2006 Lexus Cup
- Dates: 15–17 December 2006
- Venue: Tanah Merah Country Club
- Location: Singapore
- Captains: Grace Park (Asia); Annika Sörenstam (International);
| Asia | 12½ | 11½ | International |
- Asia wins the Lexus Cup

= 2006 Lexus Cup =

The 2006 Lexus Cup was a golf event competed by women representing Asia and an International squad representing the rest of the world. Each team was made up of twelve members. The competition took place at the Tanah Merah Country Club in Singapore from 15 to 17 December 2006. Lexus was the title sponsor while Rolex, DBS, Singapore Airlines and Singapore Sports Council were main sponsors. The Asian team took a dramatic 12½ to 11½ victory in the second annual event, tying the all-time series 1–1.

==Teams==
As in the similar team events of the Ryder Cup (USA vs. Europe men), Presidents Cup (USA vs. "International" men, i.e. rest of the world excluding Europe), and Solheim Cup (USA vs. Europe women), each team consisted of twelve players.

Asia
- Sponsor's Picks
  - KOR Grace Park (captain) - Seoul, South Korea
  - JPN Sakura Yokomine - Kagoshima, Japan
- Rolex Women's World Ranking Qualification
  - KOR Se Ri Pak - Daejeon, South Korea
  - KOR Hee-Won Han - Seoul, South Korea
  - KOR Seon Hwa Lee - Chonnan, South Korea
  - KOR Jee Young Lee - Seoul, South Korea
- ADT Official Money List Qualification
  - KOR Meena Lee - Jeonju, South Korea
  - KOR Shi Hyun Ahn - Incheon, South Korea
  - KOR Joo Mi Kim - Seoul, South Korea
  - KOR Young Kim - Chuncheon, South Korea
- Captains Picks
  - TWN Candie Kung - Kaohsiung, Taiwan
  - PHI Jennifer Rosales - Manila, Philippines

International
- Rolex Women's World Rankings
  - SWE Annika Sörenstam (captain) - Stockholm, Sweden
  - USA Paula Creamer - Mountain View, California
  - PRY Julieta Granada - Asunción, Paraguay
  - USA Natalie Gulbis - Sacramento, California
- ADT Official Money List Qualification
  - USA Brittany Lincicome - St. Petersburg, Florida
  - USA Sherri Steinhauer - Madison, Wisconsin
  - USA Stacy Prammanasudh - Enid, Oklahoma
  - USA Angela Stanford - Fort Worth, Texas
- Captain's Picks
  - ENG Laura Davies - Coventry, England
  - SWE Carin Koch - Kungalv, Sweden
- Sponsor's Picks
  - USA Morgan Pressel - Tampa, Florida
  - AUS Nikki Campbell - Australia

==Day one==
15 December 2006

Day one saw six foursome matches where each team put two golfers on the course for each match, with the two playing alternate shots. Asia won two matches, the international team won two with two ending all square, resulting in a three-to-three tie after the first day of play. The comeback of the day was Jee Young Lee and Meena Lee coming back from four behind at the turn to defeat Natalie Gulbis and Paula Creamer 2 up.

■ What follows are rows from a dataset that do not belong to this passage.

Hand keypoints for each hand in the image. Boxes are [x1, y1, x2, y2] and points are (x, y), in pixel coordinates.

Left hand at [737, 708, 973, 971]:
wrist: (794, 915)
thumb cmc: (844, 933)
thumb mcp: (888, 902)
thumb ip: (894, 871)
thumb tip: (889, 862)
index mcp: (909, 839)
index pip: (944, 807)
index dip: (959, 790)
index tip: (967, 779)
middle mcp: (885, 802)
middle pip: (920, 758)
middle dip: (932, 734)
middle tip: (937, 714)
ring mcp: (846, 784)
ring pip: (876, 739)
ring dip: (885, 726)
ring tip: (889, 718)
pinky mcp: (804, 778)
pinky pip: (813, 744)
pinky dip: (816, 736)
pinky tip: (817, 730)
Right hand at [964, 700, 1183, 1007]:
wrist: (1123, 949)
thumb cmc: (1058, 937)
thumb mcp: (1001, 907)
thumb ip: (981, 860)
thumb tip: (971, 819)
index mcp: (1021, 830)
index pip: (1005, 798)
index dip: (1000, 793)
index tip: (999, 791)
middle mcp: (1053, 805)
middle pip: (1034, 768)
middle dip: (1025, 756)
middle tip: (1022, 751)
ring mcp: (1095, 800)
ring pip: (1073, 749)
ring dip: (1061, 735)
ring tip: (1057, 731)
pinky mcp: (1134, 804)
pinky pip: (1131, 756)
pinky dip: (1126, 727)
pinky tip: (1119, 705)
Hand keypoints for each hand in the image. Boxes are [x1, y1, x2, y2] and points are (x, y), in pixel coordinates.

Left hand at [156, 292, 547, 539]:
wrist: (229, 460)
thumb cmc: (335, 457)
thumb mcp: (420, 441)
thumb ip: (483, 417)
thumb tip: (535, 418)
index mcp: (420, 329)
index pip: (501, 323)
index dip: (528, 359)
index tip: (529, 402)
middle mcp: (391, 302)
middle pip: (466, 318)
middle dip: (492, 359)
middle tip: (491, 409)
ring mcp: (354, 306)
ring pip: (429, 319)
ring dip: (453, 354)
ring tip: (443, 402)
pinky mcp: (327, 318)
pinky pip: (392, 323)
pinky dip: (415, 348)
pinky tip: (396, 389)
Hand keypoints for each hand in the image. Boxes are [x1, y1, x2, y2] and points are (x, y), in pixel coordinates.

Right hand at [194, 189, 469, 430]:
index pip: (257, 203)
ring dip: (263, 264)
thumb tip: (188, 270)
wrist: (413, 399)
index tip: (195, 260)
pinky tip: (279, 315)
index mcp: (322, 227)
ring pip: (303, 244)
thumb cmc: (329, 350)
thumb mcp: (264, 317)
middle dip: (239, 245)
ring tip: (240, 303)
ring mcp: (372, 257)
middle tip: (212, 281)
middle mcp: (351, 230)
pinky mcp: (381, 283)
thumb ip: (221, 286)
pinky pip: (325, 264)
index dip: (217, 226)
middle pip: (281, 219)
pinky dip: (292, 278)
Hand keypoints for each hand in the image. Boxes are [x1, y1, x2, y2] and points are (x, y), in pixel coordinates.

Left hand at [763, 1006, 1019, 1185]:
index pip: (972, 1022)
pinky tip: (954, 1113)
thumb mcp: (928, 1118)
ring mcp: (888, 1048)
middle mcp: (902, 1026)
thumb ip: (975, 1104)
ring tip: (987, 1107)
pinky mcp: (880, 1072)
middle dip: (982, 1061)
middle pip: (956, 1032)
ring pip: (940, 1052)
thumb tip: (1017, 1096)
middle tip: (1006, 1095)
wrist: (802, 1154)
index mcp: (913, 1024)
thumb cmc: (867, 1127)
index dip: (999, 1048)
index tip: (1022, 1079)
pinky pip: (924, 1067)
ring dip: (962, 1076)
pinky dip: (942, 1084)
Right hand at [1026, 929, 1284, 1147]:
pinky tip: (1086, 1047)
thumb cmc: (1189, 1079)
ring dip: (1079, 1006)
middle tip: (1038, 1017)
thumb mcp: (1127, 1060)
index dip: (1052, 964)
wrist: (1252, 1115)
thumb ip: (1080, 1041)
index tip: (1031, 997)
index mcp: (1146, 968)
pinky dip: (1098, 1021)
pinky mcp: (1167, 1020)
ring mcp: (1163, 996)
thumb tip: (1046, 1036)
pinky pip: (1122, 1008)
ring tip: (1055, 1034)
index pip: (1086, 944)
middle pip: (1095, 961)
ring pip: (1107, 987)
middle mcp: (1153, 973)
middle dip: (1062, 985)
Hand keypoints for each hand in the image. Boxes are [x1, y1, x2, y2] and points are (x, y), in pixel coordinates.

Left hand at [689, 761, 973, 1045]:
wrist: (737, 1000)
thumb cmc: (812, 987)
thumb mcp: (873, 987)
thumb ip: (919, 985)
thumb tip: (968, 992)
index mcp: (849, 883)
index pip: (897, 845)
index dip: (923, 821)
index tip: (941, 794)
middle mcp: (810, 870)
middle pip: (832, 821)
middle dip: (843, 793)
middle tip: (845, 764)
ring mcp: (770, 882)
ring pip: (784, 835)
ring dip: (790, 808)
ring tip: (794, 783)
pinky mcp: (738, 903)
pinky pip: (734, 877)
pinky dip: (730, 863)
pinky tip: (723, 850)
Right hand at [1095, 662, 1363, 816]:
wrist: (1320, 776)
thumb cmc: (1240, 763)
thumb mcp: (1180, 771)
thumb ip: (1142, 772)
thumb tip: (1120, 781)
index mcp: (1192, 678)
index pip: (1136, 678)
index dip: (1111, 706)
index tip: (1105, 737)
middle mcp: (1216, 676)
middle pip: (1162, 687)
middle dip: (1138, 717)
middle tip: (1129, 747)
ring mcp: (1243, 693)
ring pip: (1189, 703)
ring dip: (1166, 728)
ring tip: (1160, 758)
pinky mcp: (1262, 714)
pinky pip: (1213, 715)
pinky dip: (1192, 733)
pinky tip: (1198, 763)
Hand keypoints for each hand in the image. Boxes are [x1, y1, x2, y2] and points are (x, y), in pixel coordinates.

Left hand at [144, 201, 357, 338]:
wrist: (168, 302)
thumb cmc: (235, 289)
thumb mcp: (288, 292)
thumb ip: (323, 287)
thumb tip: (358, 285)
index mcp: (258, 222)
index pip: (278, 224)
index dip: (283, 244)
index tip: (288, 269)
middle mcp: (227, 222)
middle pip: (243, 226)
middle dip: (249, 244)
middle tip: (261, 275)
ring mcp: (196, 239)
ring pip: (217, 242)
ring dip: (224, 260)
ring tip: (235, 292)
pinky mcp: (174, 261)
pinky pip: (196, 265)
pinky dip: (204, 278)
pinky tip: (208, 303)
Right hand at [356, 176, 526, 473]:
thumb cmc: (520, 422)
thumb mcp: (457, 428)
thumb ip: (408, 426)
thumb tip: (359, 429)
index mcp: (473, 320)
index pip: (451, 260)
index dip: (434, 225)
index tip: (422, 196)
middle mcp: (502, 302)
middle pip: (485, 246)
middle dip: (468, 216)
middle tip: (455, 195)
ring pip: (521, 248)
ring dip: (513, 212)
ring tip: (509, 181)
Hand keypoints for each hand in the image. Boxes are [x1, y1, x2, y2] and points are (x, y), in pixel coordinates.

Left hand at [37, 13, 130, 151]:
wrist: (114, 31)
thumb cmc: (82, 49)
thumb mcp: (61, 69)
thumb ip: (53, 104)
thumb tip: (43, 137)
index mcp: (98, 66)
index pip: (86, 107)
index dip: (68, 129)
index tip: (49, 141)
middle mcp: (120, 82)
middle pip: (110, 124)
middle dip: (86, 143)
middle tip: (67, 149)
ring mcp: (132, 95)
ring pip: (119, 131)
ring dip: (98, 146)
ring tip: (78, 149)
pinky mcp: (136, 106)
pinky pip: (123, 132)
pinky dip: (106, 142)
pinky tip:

| Asia Team | Results | International Team |
| Young Kim/Seon Hwa Lee | Asia 6&5 | Brittany Lincicome/Laura Davies |
| Jee Young Lee/Meena Lee | Asia 2 up | Natalie Gulbis/Paula Creamer |
| Grace Park/Shi Hyun Ahn | Halved | Angela Stanford/Stacy Prammanasudh |
| Hee-Won Han/Se Ri Pak | Int'l 4&3 | Morgan Pressel/Julieta Granada |
| Joo Mi Kim/Sakura Yokomine | Int'l 3&2 | Carin Koch/Annika Sörenstam |
| Candie Kung/Jennifer Rosales | Halved | Sherri Steinhauer/Nikki Campbell |
| 3 | Foursomes | 3 |
| 3 | Overall | 3 |

==Day two==
16 December 2006

The two teams matched up in four ball competition on day two. South Koreans Grace Park and Hee-Won Han won a thrilling match at the last hole against youngsters Morgan Pressel and Julieta Granada of the United States and Paraguay respectively. Candie Kung of Taiwan and Jennifer Rosales of the Philippines cruised to a relatively easy win over Brittany Lincicome of the United States and Nikki Campbell of Australia. Koreans Seon Hwa Lee and Se Ri Pak had an even easier victory over Americans Sherri Steinhauer and Angela Stanford to give the Asians the lead going into Sunday's singles.

| Asia Team | Results | International Team |
| Meena Lee/Jee Young Lee | Int'l 2 up | Natalie Gulbis/Annika Sörenstam |
| Hee-Won Han/Grace Park | Asia 1 up | Morgan Pressel/Julieta Granada |
| Shi Hyun Ahn/Joo Mi Kim | Int'l 3&2 | Paula Creamer/Stacy Prammanasudh |
| Candie Kung/Jennifer Rosales | Asia 3&1 | Brittany Lincicome/Nikki Campbell |
| Young Kim/Sakura Yokomine | Asia 2 up | Laura Davies/Carin Koch |
| Seon Hwa Lee/Se Ri Pak | Asia 4&2 | Sherri Steinhauer/Angela Stanford |
| 4 | Four balls | 2 |
| 7 | Overall | 5 |

==Day three==
17 December 2006

Day three went to the very final match as Seon Hwa Lee broke an 11-all tie on the seventeenth hole against Julieta Granada by halving it to ensure a one-point victory for Team Asia. This happened after two delays due to lightning that cast doubt on whether play would he completed on day three. The International team got off to a good start to the day, resulting in the drama that lasted right until the very end. The second match between Taiwan's Candie Kung and Paula Creamer from the United States went back and forth all the way with three lead changes, the last occurring on the 18th as Creamer took the point, winning the last hole and bringing the Internationals within reach. However, it was not to be as the Asians held on for a dramatic victory.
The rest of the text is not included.